(Saved entries)
┄┄┄┄┄┄┄┄┄┄┄┄┄┄┄┄┄┄┄┄

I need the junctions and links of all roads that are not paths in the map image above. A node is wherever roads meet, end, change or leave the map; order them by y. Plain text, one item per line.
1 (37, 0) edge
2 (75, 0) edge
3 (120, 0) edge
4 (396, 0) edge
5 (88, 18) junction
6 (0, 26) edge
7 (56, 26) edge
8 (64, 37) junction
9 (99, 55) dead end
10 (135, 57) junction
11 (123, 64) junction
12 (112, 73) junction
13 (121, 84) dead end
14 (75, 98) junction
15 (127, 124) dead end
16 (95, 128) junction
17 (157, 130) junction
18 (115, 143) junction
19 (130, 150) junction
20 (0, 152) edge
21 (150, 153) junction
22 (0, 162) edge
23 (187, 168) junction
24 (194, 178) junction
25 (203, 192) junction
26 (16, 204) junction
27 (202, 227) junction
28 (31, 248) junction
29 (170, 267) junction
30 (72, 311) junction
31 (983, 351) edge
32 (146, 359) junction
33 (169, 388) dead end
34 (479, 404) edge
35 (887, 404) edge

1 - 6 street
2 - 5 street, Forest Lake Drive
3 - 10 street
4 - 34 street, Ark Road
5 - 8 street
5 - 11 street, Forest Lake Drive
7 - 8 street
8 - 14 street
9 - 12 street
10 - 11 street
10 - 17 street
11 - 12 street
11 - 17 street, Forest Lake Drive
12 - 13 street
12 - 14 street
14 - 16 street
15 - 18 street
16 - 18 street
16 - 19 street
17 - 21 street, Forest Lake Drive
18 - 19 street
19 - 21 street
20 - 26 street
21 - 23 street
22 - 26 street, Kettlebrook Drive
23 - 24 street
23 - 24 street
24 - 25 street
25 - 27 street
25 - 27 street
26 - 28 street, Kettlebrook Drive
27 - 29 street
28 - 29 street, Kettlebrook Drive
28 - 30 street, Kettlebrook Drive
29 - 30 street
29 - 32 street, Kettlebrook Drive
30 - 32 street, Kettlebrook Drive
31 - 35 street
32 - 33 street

┄┄┄┄┄┄┄┄┄┄┄┄┄┄┄┄┄┄┄┄

• _Directions for this task_
Each record should come back exactly as written.

• _Written answer_
I need the junctions and links of all roads that are not paths in the map image above. A node is wherever roads meet, end, change or leave the map; order them by y. Plain text, one item per line.
1 (37, 0) edge
2 (75, 0) edge
3 (120, 0) edge
4 (396, 0) edge
5 (88, 18) junction
6 (0, 26) edge
7 (56, 26) edge
8 (64, 37) junction
9 (99, 55) dead end
10 (135, 57) junction
11 (123, 64) junction
12 (112, 73) junction
13 (121, 84) dead end
14 (75, 98) junction
15 (127, 124) dead end
16 (95, 128) junction
17 (157, 130) junction
18 (115, 143) junction
19 (130, 150) junction
20 (0, 152) edge
21 (150, 153) junction
22 (0, 162) edge
23 (187, 168) junction
24 (194, 178) junction
25 (203, 192) junction
26 (16, 204) junction
27 (202, 227) junction
28 (31, 248) junction
29 (170, 267) junction
30 (72, 311) junction
31 (983, 351) edge
32 (146, 359) junction
33 (169, 388) dead end
34 (479, 404) edge
35 (887, 404) edge

1 - 6 street
2 - 5 street, Forest Lake Drive
3 - 10 street
4 - 34 street, Ark Road
5 - 8 street
5 - 11 street, Forest Lake Drive
7 - 8 street
8 - 14 street
9 - 12 street
10 - 11 street
10 - 17 street
11 - 12 street
11 - 17 street, Forest Lake Drive
12 - 13 street
12 - 14 street
14 - 16 street
15 - 18 street
16 - 18 street
16 - 19 street
17 - 21 street, Forest Lake Drive
18 - 19 street
19 - 21 street
20 - 26 street
21 - 23 street
22 - 26 street, Kettlebrook Drive
23 - 24 street
23 - 24 street
24 - 25 street
25 - 27 street
25 - 27 street
26 - 28 street, Kettlebrook Drive
27 - 29 street
28 - 29 street, Kettlebrook Drive
28 - 30 street, Kettlebrook Drive
29 - 30 street
29 - 32 street, Kettlebrook Drive
30 - 32 street, Kettlebrook Drive
31 - 35 street
32 - 33 street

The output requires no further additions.